What the reviewer did was illegal as hell and had he left the review in-tact Mediabridge would have been successful in their litigation of the reviewer. Mediabridge, which is likely a company of no more than 3 people however represents "big bad corporate america" so their choice to spend $500 and have outside counsel craft a legal threat backfired. Both sides were wrong in the matter though Mediabridge looks like the bigger ass for pulling the litigation-card and by being a private company.

In the end there would have been just one certainty if Mediabridge pursued this in the correct manner: Those with a normal IQ would have understood that the reviewer was in the wrong for committing libel and was rightfully sued for such stupidity though those with a lower IQ would be trumpeting their "We are the 99%!" battle call while ignoring logic and reason.

Ok ok chill , didn't know it was illegal what the guy did in any case wouldn't the law be involved instead of suing?
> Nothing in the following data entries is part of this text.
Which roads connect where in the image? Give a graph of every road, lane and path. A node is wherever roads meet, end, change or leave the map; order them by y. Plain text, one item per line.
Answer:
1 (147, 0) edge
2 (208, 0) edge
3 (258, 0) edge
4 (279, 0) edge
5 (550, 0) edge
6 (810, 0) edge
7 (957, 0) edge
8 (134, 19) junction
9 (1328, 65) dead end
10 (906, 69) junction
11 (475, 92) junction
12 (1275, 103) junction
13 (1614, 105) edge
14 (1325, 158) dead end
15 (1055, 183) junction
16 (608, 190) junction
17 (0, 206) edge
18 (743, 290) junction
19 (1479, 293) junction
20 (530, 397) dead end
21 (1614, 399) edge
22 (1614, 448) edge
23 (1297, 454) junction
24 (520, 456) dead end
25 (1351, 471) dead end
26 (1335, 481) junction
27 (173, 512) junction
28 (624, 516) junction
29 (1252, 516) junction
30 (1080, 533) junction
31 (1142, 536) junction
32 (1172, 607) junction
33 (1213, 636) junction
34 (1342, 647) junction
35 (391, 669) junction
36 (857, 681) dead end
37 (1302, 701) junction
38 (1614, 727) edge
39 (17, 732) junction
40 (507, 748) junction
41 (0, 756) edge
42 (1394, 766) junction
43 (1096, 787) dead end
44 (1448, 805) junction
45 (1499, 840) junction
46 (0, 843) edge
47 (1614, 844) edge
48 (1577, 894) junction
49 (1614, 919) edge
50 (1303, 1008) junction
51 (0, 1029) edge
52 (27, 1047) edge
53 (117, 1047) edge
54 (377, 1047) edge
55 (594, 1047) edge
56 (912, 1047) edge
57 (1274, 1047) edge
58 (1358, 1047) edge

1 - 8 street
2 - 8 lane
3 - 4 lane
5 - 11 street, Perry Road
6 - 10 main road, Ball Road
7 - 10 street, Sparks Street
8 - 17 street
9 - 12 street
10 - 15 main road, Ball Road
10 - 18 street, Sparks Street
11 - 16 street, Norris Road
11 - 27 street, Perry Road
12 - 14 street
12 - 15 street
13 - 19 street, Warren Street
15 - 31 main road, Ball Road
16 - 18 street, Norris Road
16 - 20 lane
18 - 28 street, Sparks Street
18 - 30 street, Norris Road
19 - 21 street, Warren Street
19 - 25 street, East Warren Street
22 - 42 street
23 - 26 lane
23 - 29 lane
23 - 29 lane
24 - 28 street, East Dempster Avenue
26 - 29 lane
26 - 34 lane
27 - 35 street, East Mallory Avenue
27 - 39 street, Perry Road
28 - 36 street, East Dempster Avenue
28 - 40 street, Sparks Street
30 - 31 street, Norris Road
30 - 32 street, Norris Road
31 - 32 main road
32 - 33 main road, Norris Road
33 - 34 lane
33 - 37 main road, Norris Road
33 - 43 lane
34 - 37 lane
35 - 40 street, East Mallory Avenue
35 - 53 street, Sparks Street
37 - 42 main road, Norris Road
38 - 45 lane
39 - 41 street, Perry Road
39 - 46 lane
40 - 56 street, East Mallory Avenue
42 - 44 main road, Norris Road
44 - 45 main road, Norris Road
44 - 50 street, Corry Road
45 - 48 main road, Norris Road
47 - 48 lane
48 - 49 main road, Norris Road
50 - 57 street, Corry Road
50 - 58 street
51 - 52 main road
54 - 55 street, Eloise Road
In any case as for the rest of your post concerning rights and freedom of speech have you heard of anti discrimination laws? Private or not you can NOT fire someone for the color of their skin. In any case you proved my point, corporate American can do what it wants, the mistake you make is thinking the federal gov is anything different when truth is they support it and are financed by multinationals.

And the fact that your defending it and talking about your guns leaves me to say no comment. Thank you for reinforcing my belief in the soviets and Putin :)
 
Wait never mind, I just read the whole article, I would love for you to point out how what the reviewer did was illegal? Saying a router is crap is illegal? And you defending them?
Gotta love murica......
 
The link points to the Amazon thread where B. Lawless continues to say the reviews are fake. This is the guy I thought it was referencing.

Yeah, that thread was a couple years ago and had nothing to do with this one.

TD != B. Lawless
 
As an Amazon Associate, HardForum may earn from qualifying purchases.
If you search mediabridge on Amazon there are a bunch of products from that company listed, so i don't understand the story.
 
Ok ok chill , didn't know it was illegal what the guy did in any case wouldn't the law be involved instead of suing? In any case as for the rest of your post concerning rights and freedom of speech have you heard of anti discrimination laws? Private or not you can NOT fire someone for the color of their skin. In any case you proved my point, corporate American can do what it wants, the mistake you make is thinking the federal gov is anything different when truth is they support it and are financed by multinationals.

And the fact that your defending it and talking about your guns leaves me to say no comment. Thank you for reinforcing my belief in the soviets and Putin :)

It's a civil issue, not a criminal issue. Mediabridge would sue the reviewer (civil), in a criminal proceeding the state or federal level would sue the reviewer (i.e The People vs. Reviewer).